Остальное всё совпадает. В Наде я всегда чувствовала «тайный жар», за это ее так и любила. Сережу же у нас в доме свободомыслящие Валериины студенты звали маменькиным сынком и белоподкладочником, не прощая ему двух — таких чудных вещей: привязанности к матери — и красоты. (С<ережа> и Н<адя>, как и Оля, у меня только упомянуты, я же все время должна была считать строки и даже буквы!)
Думаю, для очистки совести, сделать следующее: если вещь в «дальних странах» (NB! не в России!) напечатают, то в следующем очерке, «Конец историка Иловайского», я принесу повинную, т. е. уничтожу и 6 ч<асов> утра, и яйцо, и, если нужно, еврея. Если будете писать мне, милая (выходит — давно-родная!) Вера Николаевна, не забудьте подтвердить или разрушить еврейство Кезельмана или Исаева, это важнее часов и яиц, и Оля серьезно может обидеться, а я не хочу.

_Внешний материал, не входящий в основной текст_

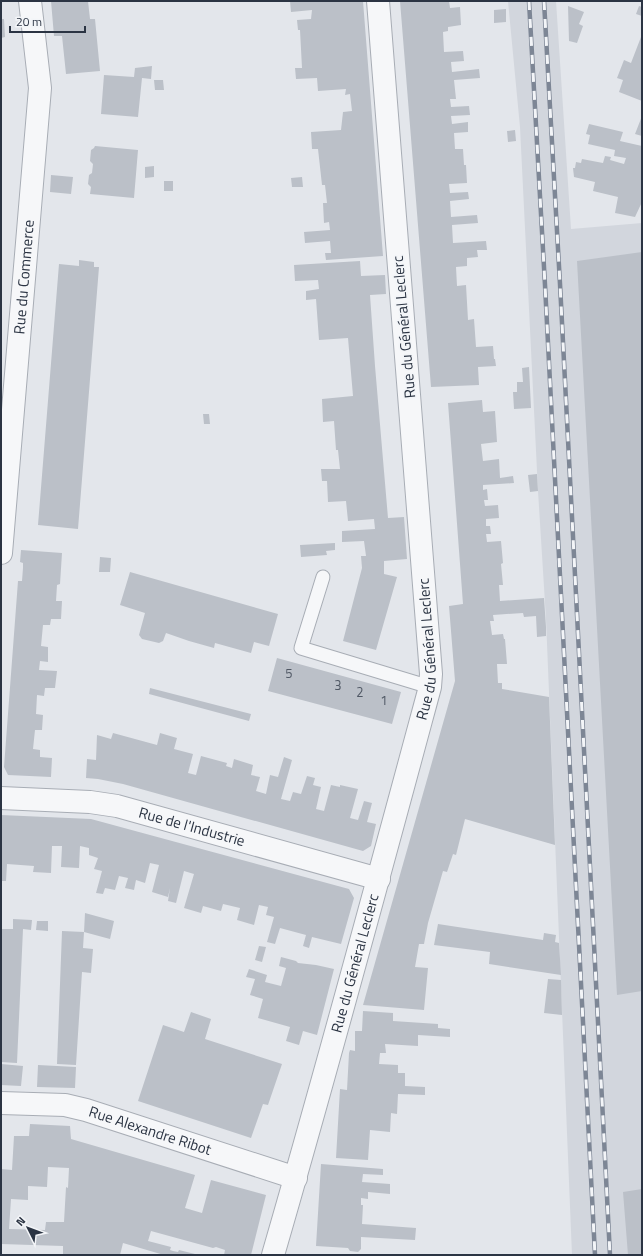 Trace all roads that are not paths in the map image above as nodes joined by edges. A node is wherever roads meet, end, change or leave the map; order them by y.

Из Ваших записей не вижу: жива ли или умерла Ал<ександра> А<лександровна>? Если умерла — когда? И сколько ей могло быть лет? А молодец — не боялась, не сдавалась, судилась. И крепкая же у нее была хватка — (Так и вижу эти корзины и сундуки с муарами и гипюрами, такие же ежевесенне проветривались и нафталинились на трехпрудном тополином дворе — «иловайские» сундуки покойной В<арвары> Д<митриевны>, Лёрино «приданое». У меня об этом есть. Сколько у нее было кораллов!). Страшно жалею, что до П<оследних> Нов<остей> не отправила «Дедушку Иловайского» Вам. Обожаю легенду, ненавижу неточность. Мне эти яйца и ранние вставания и еврейские мужья теперь спать не дадут, вернее: все время будут сниться.
Туда, куда нынче отослала, никогда не посылала, поэтому — сразу опровержение — неловко. Точно сама не знаю, что* писала. Но еще хуже будет, если Оля вздумает опровергать. Когда я писала, я не знала, что она в Белграде, а то бы вообще «еврея» не упоминала. (Хотя будучи дочерью Иловайского — конечно — к ее чести!)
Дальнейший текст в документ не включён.